Stored items
#####

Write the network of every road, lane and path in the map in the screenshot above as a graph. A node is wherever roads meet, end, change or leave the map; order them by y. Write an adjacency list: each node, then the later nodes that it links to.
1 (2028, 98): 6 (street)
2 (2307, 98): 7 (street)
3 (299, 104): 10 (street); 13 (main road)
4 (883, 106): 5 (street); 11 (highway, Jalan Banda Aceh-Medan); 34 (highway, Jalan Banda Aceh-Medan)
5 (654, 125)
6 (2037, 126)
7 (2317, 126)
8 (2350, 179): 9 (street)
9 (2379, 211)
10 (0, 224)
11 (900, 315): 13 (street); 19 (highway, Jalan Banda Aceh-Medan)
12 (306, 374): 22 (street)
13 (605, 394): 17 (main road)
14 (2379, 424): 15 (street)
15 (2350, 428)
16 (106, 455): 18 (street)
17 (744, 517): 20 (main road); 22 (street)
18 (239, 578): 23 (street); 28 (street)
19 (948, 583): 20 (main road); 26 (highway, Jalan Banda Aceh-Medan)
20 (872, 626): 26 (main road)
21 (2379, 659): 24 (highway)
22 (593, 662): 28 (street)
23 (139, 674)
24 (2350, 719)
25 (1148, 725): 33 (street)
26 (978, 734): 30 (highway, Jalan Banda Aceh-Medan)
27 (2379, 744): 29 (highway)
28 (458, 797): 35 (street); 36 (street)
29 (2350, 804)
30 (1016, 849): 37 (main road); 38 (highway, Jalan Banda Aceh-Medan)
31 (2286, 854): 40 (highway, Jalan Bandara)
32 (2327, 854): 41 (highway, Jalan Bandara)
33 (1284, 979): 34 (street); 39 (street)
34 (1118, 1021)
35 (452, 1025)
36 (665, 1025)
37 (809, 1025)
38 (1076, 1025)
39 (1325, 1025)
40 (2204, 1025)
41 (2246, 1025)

#####

Required action >> Write the whole of the data out again exactly as it stands.

Answer to this problem >>
Write the network of every road, lane and path in the map in the screenshot above as a graph. A node is wherever roads meet, end, change or leave the map; order them by y. Write an adjacency list: each node, then the later nodes that it links to.
1 (2028, 98): 6 (street)
2 (2307, 98): 7 (street)
3 (299, 104): 10 (street); 13 (main road)
4 (883, 106): 5 (street); 11 (highway, Jalan Banda Aceh-Medan); 34 (highway, Jalan Banda Aceh-Medan)
5 (654, 125)
6 (2037, 126)
7 (2317, 126)
8 (2350, 179): 9 (street)
9 (2379, 211)
10 (0, 224)
11 (900, 315): 13 (street); 19 (highway, Jalan Banda Aceh-Medan)
12 (306, 374): 22 (street)
13 (605, 394): 17 (main road)
14 (2379, 424): 15 (street)
15 (2350, 428)
16 (106, 455): 18 (street)
17 (744, 517): 20 (main road); 22 (street)
18 (239, 578): 23 (street); 28 (street)
19 (948, 583): 20 (main road); 26 (highway, Jalan Banda Aceh-Medan)
20 (872, 626): 26 (main road)
21 (2379, 659): 24 (highway)
22 (593, 662): 28 (street)
23 (139, 674)
24 (2350, 719)
25 (1148, 725): 33 (street)
26 (978, 734): 30 (highway, Jalan Banda Aceh-Medan)
27 (2379, 744): 29 (highway)
28 (458, 797): 35 (street); 36 (street)
29 (2350, 804)
30 (1016, 849): 37 (main road); 38 (highway, Jalan Banda Aceh-Medan)
31 (2286, 854): 40 (highway, Jalan Bandara)
32 (2327, 854): 41 (highway, Jalan Bandara)
33 (1284, 979): 34 (street); 39 (street)
34 (1118, 1021)
35 (452, 1025)
36 (665, 1025)
37 (809, 1025)
38 (1076, 1025)
39 (1325, 1025)
40 (2204, 1025)
41 (2246, 1025)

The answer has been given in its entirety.